## Saved data entries
################
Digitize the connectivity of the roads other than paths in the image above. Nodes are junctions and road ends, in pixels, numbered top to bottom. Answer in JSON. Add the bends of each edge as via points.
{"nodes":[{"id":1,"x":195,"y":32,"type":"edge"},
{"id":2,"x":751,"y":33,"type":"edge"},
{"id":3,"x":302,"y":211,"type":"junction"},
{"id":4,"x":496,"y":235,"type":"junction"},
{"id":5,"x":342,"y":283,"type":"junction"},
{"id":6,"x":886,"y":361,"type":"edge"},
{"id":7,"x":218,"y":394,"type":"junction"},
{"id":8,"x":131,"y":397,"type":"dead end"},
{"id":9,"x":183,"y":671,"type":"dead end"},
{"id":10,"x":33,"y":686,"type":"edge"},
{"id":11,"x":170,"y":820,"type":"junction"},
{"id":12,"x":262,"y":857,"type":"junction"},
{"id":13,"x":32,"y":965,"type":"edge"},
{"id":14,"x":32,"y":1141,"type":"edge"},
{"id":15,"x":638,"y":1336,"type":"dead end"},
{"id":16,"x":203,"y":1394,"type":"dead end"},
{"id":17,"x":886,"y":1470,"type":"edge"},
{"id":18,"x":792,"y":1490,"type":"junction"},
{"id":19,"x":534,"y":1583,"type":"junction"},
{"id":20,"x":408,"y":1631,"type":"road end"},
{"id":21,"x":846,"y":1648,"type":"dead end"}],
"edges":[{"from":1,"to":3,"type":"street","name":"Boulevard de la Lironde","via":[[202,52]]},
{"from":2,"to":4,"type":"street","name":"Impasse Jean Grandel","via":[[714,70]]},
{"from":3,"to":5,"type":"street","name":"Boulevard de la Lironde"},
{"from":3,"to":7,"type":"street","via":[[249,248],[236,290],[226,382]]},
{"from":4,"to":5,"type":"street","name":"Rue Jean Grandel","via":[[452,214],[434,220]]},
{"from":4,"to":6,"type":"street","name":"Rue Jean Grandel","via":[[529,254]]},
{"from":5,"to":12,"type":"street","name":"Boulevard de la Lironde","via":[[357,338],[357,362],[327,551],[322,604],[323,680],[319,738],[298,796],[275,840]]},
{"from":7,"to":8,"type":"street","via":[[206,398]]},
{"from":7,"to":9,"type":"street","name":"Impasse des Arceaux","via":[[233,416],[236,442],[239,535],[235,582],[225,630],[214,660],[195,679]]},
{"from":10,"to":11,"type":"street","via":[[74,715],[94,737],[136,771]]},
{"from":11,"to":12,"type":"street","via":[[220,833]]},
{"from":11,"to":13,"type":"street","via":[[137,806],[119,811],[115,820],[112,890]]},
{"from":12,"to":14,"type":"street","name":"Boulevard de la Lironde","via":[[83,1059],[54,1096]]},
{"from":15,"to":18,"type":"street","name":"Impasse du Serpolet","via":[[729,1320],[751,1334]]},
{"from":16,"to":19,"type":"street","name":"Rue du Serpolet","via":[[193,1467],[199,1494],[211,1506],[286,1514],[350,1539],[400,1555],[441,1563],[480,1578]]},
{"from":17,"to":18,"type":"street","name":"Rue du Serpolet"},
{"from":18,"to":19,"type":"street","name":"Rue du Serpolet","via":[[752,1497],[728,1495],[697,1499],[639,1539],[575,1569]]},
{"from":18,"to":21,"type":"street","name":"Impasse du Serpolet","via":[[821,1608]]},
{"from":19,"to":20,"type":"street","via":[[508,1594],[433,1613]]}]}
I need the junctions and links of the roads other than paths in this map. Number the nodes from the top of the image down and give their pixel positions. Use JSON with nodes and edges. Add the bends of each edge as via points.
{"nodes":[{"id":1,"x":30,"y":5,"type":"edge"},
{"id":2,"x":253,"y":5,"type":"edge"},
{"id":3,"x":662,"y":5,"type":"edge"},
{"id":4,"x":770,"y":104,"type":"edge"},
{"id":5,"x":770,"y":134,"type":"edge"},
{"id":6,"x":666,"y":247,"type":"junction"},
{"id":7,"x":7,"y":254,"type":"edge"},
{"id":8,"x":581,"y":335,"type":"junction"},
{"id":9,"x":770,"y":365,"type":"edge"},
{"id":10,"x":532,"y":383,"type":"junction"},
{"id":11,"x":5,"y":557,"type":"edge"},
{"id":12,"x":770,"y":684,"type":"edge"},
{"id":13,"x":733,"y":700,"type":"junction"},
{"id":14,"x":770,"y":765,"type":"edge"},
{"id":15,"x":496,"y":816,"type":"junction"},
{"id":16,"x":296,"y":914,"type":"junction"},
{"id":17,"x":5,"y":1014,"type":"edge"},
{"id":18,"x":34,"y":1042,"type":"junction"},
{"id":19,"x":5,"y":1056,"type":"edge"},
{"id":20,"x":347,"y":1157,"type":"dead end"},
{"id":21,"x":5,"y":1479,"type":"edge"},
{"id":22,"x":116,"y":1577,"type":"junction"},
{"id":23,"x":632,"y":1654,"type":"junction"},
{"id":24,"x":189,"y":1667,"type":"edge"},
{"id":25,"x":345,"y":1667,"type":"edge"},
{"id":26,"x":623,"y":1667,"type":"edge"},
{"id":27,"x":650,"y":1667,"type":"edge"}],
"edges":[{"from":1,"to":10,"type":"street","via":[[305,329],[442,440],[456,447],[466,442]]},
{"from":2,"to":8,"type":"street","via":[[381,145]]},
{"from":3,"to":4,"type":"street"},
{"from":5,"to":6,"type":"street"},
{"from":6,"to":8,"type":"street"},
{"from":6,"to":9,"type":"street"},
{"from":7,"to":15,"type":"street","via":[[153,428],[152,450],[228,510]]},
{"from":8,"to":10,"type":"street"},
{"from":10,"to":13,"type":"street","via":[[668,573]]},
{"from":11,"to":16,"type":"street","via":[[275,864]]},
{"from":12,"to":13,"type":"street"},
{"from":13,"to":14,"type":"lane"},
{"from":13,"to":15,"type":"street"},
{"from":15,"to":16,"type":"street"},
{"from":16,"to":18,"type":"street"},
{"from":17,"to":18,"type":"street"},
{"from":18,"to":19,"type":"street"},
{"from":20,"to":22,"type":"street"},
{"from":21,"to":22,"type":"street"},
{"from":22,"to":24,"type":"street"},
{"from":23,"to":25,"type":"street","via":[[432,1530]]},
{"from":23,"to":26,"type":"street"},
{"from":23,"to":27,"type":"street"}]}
################
## Task statement
The complete data above is to be written out again as it stands.

## Solution for this task
Digitize the connectivity of the roads other than paths in the image above. Nodes are junctions and road ends, in pixels, numbered top to bottom. Answer in JSON. Add the bends of each edge as via points.
{"nodes":[{"id":1,"x":195,"y":32,"type":"edge"},
{"id":2,"x":751,"y":33,"type":"edge"},
{"id":3,"x":302,"y":211,"type":"junction"},
{"id":4,"x":496,"y":235,"type":"junction"},
{"id":5,"x":342,"y":283,"type":"junction"},
{"id":6,"x":886,"y":361,"type":"edge"},
{"id":7,"x":218,"y":394,"type":"junction"},
{"id":8,"x":131,"y":397,"type":"dead end"},
{"id":9,"x":183,"y":671,"type":"dead end"},
{"id":10,"x":33,"y":686,"type":"edge"},
{"id":11,"x":170,"y":820,"type":"junction"},
{"id":12,"x":262,"y":857,"type":"junction"},
{"id":13,"x":32,"y":965,"type":"edge"},
{"id":14,"x":32,"y":1141,"type":"edge"},
{"id":15,"x":638,"y":1336,"type":"dead end"},
{"id":16,"x":203,"y":1394,"type":"dead end"},
{"id":17,"x":886,"y":1470,"type":"edge"},
{"id":18,"x":792,"y":1490,"type":"junction"},
{"id":19,"x":534,"y":1583,"type":"junction"},
{"id":20,"x":408,"y":1631,"type":"road end"},
{"id":21,"x":846,"y":1648,"type":"dead end"}],
"edges":[{"from":1,"to":3,"type":"street","name":"Boulevard de la Lironde","via":[[202,52]]},
{"from":2,"to":4,"type":"street","name":"Impasse Jean Grandel","via":[[714,70]]},
{"from":3,"to":5,"type":"street","name":"Boulevard de la Lironde"},
{"from":3,"to":7,"type":"street","via":[[249,248],[236,290],[226,382]]},
{"from":4,"to":5,"type":"street","name":"Rue Jean Grandel","via":[[452,214],[434,220]]},
{"from":4,"to":6,"type":"street","name":"Rue Jean Grandel","via":[[529,254]]},
{"from":5,"to":12,"type":"street","name":"Boulevard de la Lironde","via":[[357,338],[357,362],[327,551],[322,604],[323,680],[319,738],[298,796],[275,840]]},
{"from":7,"to":8,"type":"street","via":[[206,398]]},
{"from":7,"to":9,"type":"street","name":"Impasse des Arceaux","via":[[233,416],[236,442],[239,535],[235,582],[225,630],[214,660],[195,679]]},
{"from":10,"to":11,"type":"street","via":[[74,715],[94,737],[136,771]]},
{"from":11,"to":12,"type":"street","via":[[220,833]]},
{"from":11,"to":13,"type":"street","via":[[137,806],[119,811],[115,820],[112,890]]},
{"from":12,"to":14,"type":"street","name":"Boulevard de la Lironde","via":[[83,1059],[54,1096]]},
{"from":15,"to":18,"type":"street","name":"Impasse du Serpolet","via":[[729,1320],[751,1334]]},
{"from":16,"to":19,"type":"street","name":"Rue du Serpolet","via":[[193,1467],[199,1494],[211,1506],[286,1514],[350,1539],[400,1555],[441,1563],[480,1578]]},
{"from":17,"to":18,"type":"street","name":"Rue du Serpolet"},
{"from":18,"to":19,"type":"street","name":"Rue du Serpolet","via":[[752,1497],[728,1495],[697,1499],[639,1539],[575,1569]]},
{"from":18,"to":21,"type":"street","name":"Impasse du Serpolet","via":[[821,1608]]},
{"from":19,"to":20,"type":"street","via":[[508,1594],[433,1613]]}]}
I need the junctions and links of the roads other than paths in this map. Number the nodes from the top of the image down and give their pixel positions. Use JSON with nodes and edges. Add the bends of each edge as via points.
{"nodes":[{"id":1,"x":30,"y":5,"type":"edge"},
{"id":2,"x":253,"y":5,"type":"edge"},
{"id":3,"x":662,"y":5,"type":"edge"},
{"id":4,"x":770,"y":104,"type":"edge"},
{"id":5,"x":770,"y":134,"type":"edge"},
{"id":6,"x":666,"y":247,"type":"junction"},
{"id":7,"x":7,"y":254,"type":"edge"},
{"id":8,"x":581,"y":335,"type":"junction"},
{"id":9,"x":770,"y":365,"type":"edge"},
{"id":10,"x":532,"y":383,"type":"junction"},
{"id":11,"x":5,"y":557,"type":"edge"},
{"id":12,"x":770,"y":684,"type":"edge"},
{"id":13,"x":733,"y":700,"type":"junction"},
{"id":14,"x":770,"y":765,"type":"edge"},
{"id":15,"x":496,"y":816,"type":"junction"},
{"id":16,"x":296,"y":914,"type":"junction"},
{"id":17,"x":5,"y":1014,"type":"edge"},
{"id":18,"x":34,"y":1042,"type":"junction"},
{"id":19,"x":5,"y":1056,"type":"edge"},
{"id":20,"x":347,"y":1157,"type":"dead end"},
{"id":21,"x":5,"y":1479,"type":"edge"},
{"id":22,"x":116,"y":1577,"type":"junction"},
{"id":23,"x":632,"y":1654,"type":"junction"},
{"id":24,"x":189,"y":1667,"type":"edge"},
{"id":25,"x":345,"y":1667,"type":"edge"},
{"id":26,"x":623,"y":1667,"type":"edge"},
{"id":27,"x":650,"y":1667,"type":"edge"}],
"edges":[{"from":1,"to":10,"type":"street","via":[[305,329],[442,440],[456,447],[466,442]]},
{"from":2,"to":8,"type":"street","via":[[381,145]]},
{"from":3,"to":4,"type":"street"},
{"from":5,"to":6,"type":"street"},
{"from":6,"to":8,"type":"street"},
{"from":6,"to":9,"type":"street"},
{"from":7,"to":15,"type":"street","via":[[153,428],[152,450],[228,510]]},
{"from":8,"to":10,"type":"street"},
{"from":10,"to":13,"type":"street","via":[[668,573]]},
{"from":11,"to":16,"type":"street","via":[[275,864]]},
{"from":12,"to":13,"type":"street"},
{"from":13,"to":14,"type":"lane"},
{"from":13,"to":15,"type":"street"},
{"from":15,"to":16,"type":"street"},
{"from":16,"to":18,"type":"street"},
{"from":17,"to":18,"type":"street"},
{"from":18,"to":19,"type":"street"},
{"from":20,"to":22,"type":"street"},
{"from":21,"to":22,"type":"street"},
{"from":22,"to":24,"type":"street"},
{"from":23,"to":25,"type":"street","via":[[432,1530]]},
{"from":23,"to":26,"type":"street"},
{"from":23,"to":27,"type":"street"}]}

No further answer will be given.